| Directions |
From top to bottom, return the records that follow exactly.

| The data |

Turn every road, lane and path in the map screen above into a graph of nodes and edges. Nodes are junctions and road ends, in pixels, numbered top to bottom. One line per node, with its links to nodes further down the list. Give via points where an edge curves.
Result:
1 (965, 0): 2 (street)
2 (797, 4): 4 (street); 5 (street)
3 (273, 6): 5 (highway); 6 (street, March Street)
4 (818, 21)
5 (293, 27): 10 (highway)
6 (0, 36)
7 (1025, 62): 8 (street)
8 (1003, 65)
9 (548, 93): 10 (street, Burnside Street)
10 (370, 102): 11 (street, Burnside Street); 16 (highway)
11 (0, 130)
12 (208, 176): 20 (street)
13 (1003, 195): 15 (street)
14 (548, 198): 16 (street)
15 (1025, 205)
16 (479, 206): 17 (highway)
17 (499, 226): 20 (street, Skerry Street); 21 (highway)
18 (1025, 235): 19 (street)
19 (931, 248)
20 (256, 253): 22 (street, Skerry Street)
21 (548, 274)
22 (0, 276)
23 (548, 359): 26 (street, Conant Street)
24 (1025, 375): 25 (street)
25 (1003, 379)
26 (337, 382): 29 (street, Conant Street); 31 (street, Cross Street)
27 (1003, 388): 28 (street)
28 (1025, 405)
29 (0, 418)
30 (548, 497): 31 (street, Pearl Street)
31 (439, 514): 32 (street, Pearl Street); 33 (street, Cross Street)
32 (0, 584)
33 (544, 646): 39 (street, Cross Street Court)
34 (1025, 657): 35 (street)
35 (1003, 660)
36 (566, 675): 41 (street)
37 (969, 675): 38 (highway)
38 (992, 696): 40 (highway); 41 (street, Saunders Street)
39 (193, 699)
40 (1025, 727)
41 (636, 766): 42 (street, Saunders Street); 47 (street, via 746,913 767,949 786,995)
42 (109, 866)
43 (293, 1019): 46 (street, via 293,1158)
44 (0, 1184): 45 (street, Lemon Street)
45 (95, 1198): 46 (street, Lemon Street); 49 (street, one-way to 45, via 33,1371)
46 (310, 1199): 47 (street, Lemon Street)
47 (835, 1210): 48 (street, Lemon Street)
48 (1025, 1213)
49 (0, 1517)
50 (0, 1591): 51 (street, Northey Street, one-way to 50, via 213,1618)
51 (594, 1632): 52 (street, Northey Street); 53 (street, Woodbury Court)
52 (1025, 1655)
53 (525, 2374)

| Output for this exercise |
Turn every road, lane and path in the map screen above into a graph of nodes and edges. Nodes are junctions and road ends, in pixels, numbered top to bottom. One line per node, with its links to nodes further down the list. Give via points where an edge curves.
Result:
1 (965, 0): 2 (street)
2 (797, 4): 4 (street); 5 (street)
3 (273, 6): 5 (highway); 6 (street, March Street)
4 (818, 21)
5 (293, 27): 10 (highway)
6 (0, 36)
7 (1025, 62): 8 (street)
8 (1003, 65)
9 (548, 93): 10 (street, Burnside Street)
10 (370, 102): 11 (street, Burnside Street); 16 (highway)
11 (0, 130)
12 (208, 176): 20 (street)
13 (1003, 195): 15 (street)
14 (548, 198): 16 (street)
15 (1025, 205)
16 (479, 206): 17 (highway)
17 (499, 226): 20 (street, Skerry Street); 21 (highway)
18 (1025, 235): 19 (street)
19 (931, 248)
20 (256, 253): 22 (street, Skerry Street)
21 (548, 274)
22 (0, 276)
23 (548, 359): 26 (street, Conant Street)
24 (1025, 375): 25 (street)
25 (1003, 379)
26 (337, 382): 29 (street, Conant Street); 31 (street, Cross Street)
27 (1003, 388): 28 (street)
28 (1025, 405)
29 (0, 418)
30 (548, 497): 31 (street, Pearl Street)
31 (439, 514): 32 (street, Pearl Street); 33 (street, Cross Street)
32 (0, 584)
33 (544, 646): 39 (street, Cross Street Court)
34 (1025, 657): 35 (street)
35 (1003, 660)
36 (566, 675): 41 (street)
37 (969, 675): 38 (highway)
38 (992, 696): 40 (highway); 41 (street, Saunders Street)
39 (193, 699)
40 (1025, 727)
41 (636, 766): 42 (street, Saunders Street); 47 (street, via 746,913 767,949 786,995)
42 (109, 866)
43 (293, 1019): 46 (street, via 293,1158)
44 (0, 1184): 45 (street, Lemon Street)
45 (95, 1198): 46 (street, Lemon Street); 49 (street, one-way to 45, via 33,1371)
46 (310, 1199): 47 (street, Lemon Street)
47 (835, 1210): 48 (street, Lemon Street)
48 (1025, 1213)
49 (0, 1517)
50 (0, 1591): 51 (street, Northey Street, one-way to 50, via 213,1618)
51 (594, 1632): 52 (street, Northey Street); 53 (street, Woodbury Court)
52 (1025, 1655)
53 (525, 2374)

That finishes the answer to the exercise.